Wij kunnen geen energie maken. Dat zegt de natuurkundige wet van behoud van energie. We kunnen alleen energie omzetten, bijvoorbeeld van stroom (elektrische energie) naar waterstof (chemische energie). Bij energieomzetting gaat altijd een deel verloren. Ook dat is een natuurkundige wet. Dus als we (groene) stroom gebruiken om waterstof te maken levert die waterstof daarna altijd minder energie op dan we erin hebben gestopt.
Het is als een bal die je laat vallen. De bal stuitert altijd lager terug dan van waar hij viel, omdat onderweg energie verloren gaat, bij het stuiteren en door wrijving met de lucht. Het heeft dus geen zin om nu schaarse en kostbare groene stroom te gebruiken om op grote schaal waterstof te maken. Daarmee maken we geen energie, maar verspillen we het. Ruwweg de helft. Waterstof komt van nature vrijwel niet voor op aarde, dus als we het willen hebben moeten we het eerst maken.

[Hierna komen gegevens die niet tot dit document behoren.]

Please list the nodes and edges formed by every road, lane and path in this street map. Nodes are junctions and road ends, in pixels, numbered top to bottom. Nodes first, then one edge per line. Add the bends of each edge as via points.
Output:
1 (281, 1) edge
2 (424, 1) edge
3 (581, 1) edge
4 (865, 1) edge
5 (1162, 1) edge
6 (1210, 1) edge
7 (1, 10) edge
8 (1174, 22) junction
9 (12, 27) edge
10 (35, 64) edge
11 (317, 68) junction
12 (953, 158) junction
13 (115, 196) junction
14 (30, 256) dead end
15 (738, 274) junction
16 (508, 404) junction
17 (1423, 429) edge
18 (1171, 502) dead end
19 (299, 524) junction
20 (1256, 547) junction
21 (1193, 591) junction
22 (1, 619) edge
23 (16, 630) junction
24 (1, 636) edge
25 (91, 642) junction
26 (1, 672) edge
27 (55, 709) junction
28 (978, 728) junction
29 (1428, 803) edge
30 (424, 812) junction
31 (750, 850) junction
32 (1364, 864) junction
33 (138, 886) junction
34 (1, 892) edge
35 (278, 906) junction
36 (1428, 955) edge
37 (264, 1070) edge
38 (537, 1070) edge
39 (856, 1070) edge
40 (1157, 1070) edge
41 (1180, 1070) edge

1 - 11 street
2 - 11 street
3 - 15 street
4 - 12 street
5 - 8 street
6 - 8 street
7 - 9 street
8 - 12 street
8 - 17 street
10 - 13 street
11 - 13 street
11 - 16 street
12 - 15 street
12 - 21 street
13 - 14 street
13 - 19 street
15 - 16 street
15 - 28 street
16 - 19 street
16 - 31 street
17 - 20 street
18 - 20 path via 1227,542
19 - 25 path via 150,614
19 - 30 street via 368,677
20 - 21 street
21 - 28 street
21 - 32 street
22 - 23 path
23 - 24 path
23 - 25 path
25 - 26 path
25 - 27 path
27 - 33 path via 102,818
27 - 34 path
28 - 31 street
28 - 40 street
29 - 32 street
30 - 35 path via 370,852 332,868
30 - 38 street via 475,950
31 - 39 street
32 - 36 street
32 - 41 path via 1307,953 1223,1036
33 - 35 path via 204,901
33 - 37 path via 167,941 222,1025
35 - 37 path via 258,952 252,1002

Het heeft wel zin om onderzoek te doen aan efficiënte waterstofproductie, voor als groene stroom ruim voorhanden komt. Maar dat is de komende tien jaar niet het geval. De groene kans is dus om ons goeie geld nu wel in waterstofonderzoek te steken maar niet in grootschalige productie. Dat laatste verhoogt de CO2-uitstoot alleen maar het komende decennium.